> _WHAT TO WORK ON_:
Would you copy every line of the listing below that includes the word "Gurgaon"?

> _RECORDS SUPPLIED_:
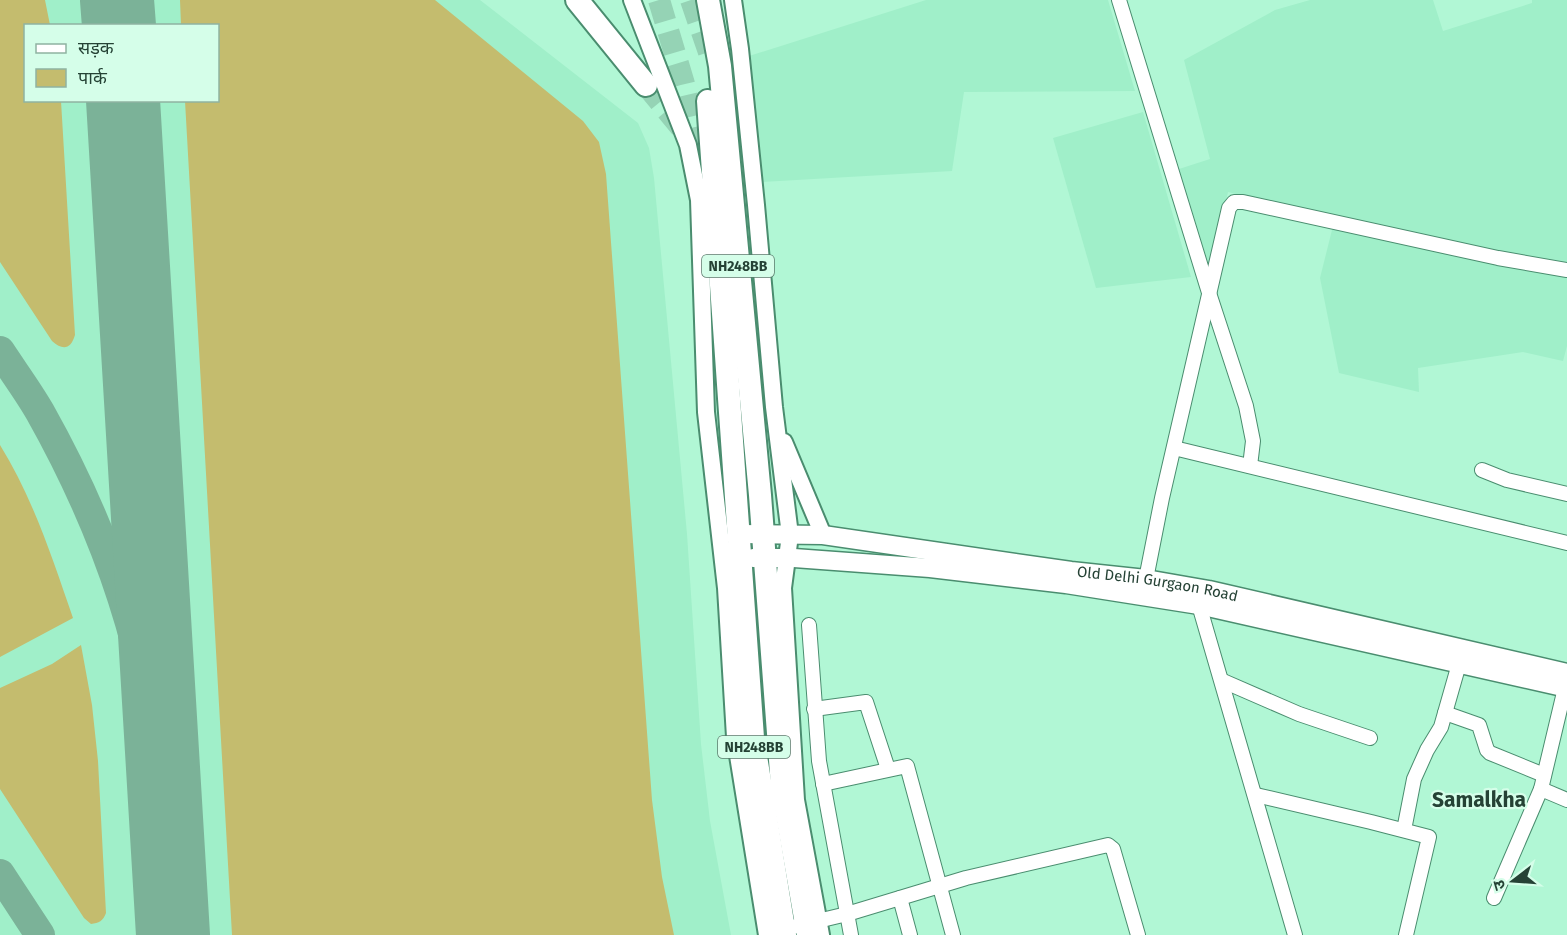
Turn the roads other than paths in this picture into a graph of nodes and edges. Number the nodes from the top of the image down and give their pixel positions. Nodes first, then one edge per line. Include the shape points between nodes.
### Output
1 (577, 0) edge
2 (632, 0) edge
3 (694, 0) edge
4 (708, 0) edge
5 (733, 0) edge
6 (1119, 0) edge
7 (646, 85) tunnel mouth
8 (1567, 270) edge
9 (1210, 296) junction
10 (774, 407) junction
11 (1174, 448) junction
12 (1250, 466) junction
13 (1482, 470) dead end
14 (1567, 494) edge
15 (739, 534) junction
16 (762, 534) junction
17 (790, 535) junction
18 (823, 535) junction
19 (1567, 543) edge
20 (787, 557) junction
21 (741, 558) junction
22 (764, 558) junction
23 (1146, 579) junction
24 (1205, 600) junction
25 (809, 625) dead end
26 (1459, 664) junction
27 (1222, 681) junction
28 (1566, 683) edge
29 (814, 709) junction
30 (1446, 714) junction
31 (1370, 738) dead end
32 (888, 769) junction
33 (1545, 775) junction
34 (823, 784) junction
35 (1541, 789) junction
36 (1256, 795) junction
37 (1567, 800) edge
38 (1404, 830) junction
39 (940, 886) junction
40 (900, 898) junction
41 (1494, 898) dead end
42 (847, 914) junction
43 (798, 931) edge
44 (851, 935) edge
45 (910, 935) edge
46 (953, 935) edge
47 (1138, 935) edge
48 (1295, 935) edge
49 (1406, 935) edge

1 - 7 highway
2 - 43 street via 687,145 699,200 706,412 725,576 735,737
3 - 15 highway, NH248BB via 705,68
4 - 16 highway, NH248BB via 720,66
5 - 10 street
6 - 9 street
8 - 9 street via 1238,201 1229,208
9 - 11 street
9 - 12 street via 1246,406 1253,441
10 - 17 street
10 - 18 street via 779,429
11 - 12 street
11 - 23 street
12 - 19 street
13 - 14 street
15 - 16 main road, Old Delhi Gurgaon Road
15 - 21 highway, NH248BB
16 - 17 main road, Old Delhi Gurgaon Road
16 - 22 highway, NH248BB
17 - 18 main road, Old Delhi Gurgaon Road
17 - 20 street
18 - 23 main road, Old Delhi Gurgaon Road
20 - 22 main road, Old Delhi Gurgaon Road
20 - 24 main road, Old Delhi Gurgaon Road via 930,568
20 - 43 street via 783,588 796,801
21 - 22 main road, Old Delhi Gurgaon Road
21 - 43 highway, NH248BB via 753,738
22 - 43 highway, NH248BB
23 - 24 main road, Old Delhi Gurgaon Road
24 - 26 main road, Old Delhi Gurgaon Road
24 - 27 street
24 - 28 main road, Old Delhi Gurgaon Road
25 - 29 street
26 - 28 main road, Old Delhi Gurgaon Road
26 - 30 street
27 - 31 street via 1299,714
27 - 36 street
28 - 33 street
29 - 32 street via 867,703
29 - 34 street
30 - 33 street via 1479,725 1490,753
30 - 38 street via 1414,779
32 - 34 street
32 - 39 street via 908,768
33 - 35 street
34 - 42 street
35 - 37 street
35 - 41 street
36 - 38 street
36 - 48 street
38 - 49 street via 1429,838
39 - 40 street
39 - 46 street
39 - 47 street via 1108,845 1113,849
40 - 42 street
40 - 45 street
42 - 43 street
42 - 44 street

> _ANSWER TO THE EXERCISE_:
15 - 16 main road, Old Delhi Gurgaon Road
16 - 17 main road, Old Delhi Gurgaon Road
17 - 18 main road, Old Delhi Gurgaon Road
18 - 23 main road, Old Delhi Gurgaon Road
20 - 22 main road, Old Delhi Gurgaon Road
20 - 24 main road, Old Delhi Gurgaon Road via 930,568
21 - 22 main road, Old Delhi Gurgaon Road
23 - 24 main road, Old Delhi Gurgaon Road
24 - 26 main road, Old Delhi Gurgaon Road
24 - 28 main road, Old Delhi Gurgaon Road
26 - 28 main road, Old Delhi Gurgaon Road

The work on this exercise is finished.